Editor's Note: The following is reprinted with the permission of the Council on Foreign Relations.
Long lines of voters turned out across Egypt to cast their ballots in the country's first parliamentary election since the fall of Hosni Mubarak (NYT). The historic vote comes as a revitalized protest movement has clashed with the ruling military council in recent days, demanding an immediate handover to a civilian government.
The governing Supreme Council of Armed Forces has rejected protester calls to cede its leadership in the near term, saying it would follow through on its road map for transferring authority (al-Jazeera). The military never set a precise date for handing over power to civilian administration, only pledging that presidential elections would be held before the end of June 2012.
Analysts expect the new parliament to have strong Islamist representation led by the Muslim Brotherhood (BBC). Forty-one protesters have been killed and more than two thousand have been wounded in violence leading up to the election.
Egypt's military appeared to be pursuing a divide-and-rule approach to defuse mass protests ahead of today's planned polls, but this may backfire, says CFR's Steven A. Cook.
With fresh political violence erupting ahead of elections, Shibley Telhami points to new polling data showing Egyptians are concerned that the military is attempting to undo the gains of the revolution.
This Backgrounder notes the divide in views over whether the Muslim Brotherhood will choose a path of moderation or extremism.
Arab League Sanctions Syria
The Arab League approved economic sanctions against the government of embattled President Bashar al-Assad (NYT)–an unprecedented move by the regional bloc against a member state. The decision follows Syria's failure to abide by the terms of an Arab League peace treaty agreed to earlier this month.
Investigation into Borneo Bridge Collapse
Indonesian President Susilo Bambang Yudhoyono has ordered an investigation into the collapse of the Mahakam II Bridge (al-Jazeera) in Borneo on Saturday. The cause of the tragedy, which killed at least eleven people, was not immediately clear.
CHINA: Beijing proposed increased military relations with Myanmar (Reuters) just days ahead of a scheduled visit from U.S. Secretary of State Hillary Clinton. In recent weeks, Chinese officials have claimed the U.S. diplomatic push in the Asia-Pacific region is an attempt to encircle China.
CFR's Josh Kurlantzick discusses the improving U.S-Myanmar relations, and suggests the Obama administration watch several markers to see that reform in the country is continuing.
SOUTH AND CENTRAL ASIA
Fears over Souring U.S.-Pakistan Relations
A NATO airstrike that killed twenty-four Pakistani soldiers in a border region on Saturday has further heightened tensions between the United States and Islamabad (BBC). While NATO apologized for the attack, public anger in Pakistan is fueling calls for the country to sever all ties with Washington.
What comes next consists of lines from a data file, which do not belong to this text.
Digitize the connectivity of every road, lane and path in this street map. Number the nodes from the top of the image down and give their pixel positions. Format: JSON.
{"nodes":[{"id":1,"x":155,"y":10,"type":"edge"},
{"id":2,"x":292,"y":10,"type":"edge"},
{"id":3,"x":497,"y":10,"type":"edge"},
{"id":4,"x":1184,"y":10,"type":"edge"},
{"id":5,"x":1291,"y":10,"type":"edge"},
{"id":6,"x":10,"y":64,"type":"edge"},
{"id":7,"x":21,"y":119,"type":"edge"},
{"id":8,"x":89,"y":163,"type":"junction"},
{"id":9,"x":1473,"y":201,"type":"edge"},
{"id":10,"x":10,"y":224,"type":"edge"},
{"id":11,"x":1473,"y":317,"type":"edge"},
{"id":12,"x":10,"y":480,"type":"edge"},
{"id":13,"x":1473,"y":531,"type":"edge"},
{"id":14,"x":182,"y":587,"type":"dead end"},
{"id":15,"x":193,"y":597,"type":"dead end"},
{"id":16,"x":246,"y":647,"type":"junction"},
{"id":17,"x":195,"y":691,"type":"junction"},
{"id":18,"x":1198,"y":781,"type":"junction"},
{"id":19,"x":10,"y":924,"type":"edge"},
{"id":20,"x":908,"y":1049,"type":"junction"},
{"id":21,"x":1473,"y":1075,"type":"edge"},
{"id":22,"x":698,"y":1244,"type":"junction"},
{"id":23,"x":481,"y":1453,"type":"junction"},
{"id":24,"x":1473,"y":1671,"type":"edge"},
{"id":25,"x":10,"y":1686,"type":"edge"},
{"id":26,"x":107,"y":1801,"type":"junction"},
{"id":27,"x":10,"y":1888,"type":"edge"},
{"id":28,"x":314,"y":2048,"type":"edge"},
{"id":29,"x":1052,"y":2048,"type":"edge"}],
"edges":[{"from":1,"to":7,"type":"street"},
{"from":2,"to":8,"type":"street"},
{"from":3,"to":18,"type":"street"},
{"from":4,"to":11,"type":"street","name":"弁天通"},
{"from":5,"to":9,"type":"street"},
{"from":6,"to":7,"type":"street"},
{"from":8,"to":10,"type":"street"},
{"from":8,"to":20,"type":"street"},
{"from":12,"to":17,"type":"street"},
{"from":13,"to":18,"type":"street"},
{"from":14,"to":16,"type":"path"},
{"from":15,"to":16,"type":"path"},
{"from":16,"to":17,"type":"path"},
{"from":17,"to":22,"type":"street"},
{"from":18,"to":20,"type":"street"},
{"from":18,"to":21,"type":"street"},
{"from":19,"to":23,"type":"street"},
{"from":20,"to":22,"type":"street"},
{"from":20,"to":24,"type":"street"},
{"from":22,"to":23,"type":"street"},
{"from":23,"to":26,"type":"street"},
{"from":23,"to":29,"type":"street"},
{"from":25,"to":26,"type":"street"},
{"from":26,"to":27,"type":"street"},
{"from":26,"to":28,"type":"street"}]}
AFGHANISTAN: The Pakistani government has halted military supplies destined for U.S.-led forces in Afghanistan following a deadly NATO airstrike (Bloomberg). Islamabad shut down the border for ten days in 2010, and the Pentagon has been looking for alternate routes since.
Congo Holds Historic Vote
The Democratic Republic of Congo is holding its second presidential and parliamentary election since the country emerged from war in 2003. Incumbent Joseph Kabila is one of eleven presidential contenders competing in an election beset by logistical problems (CNN).
MOROCCO: Morocco's Justice and Development Party, a moderate Islamist political group, dominated the country's parliamentary elections (AP), another indication that religious-based groups are profiting most from the Arab Spring's democratic changes.
Guyana to Elect New Government
Voters in Guyana (BBC) are set to elect a new government in a poll pitting the People's Progressive Party against long-time rival the People's National Congress. National politics have been largely split along ethnic lines since independence from Britain in 1966.
UNITED STATES: Police in Los Angeles are set to begin arresting Occupy LA protestors (LAT) who violated a 4 a.m. deadline to leave parts of the downtown area. Hundreds of Occupy activists gathered at City Hall after the deadline passed.
The international Occupy movement faces crackdowns in several cities, but continues to spur public discourse over economic inequality. But there is sharp debate over how to translate protest into policy changes.
OECD Cautions on Eurozone Contagion
OECD Chief Economist Pier Carlo Padoan said European leaders must provide "credible and large enough firepower" to curb the sell-off in the eurozone sovereign debt market (FT) or risk a severe recession. The organization representing the world's richest countries cut its half-yearly forecasts and said growth in Europe was approaching stall speed.
The eurozone, once seen as a crowning achievement in the decades-long path of European integration, is buffeted by a sovereign debt crisis of nations whose membership in the currency union has been poorly policed.
BELGIUM: Belgian lawmakers struck a deal on a budget for 2012, prompting hopes the country can form a coalition government and end a seventeen-month old political stalemate (DeutscheWelle). Belgium has had a "caretaker" government since June 13, 2010, when parliamentary elections produced an impasse between the country's Dutch and French speakers.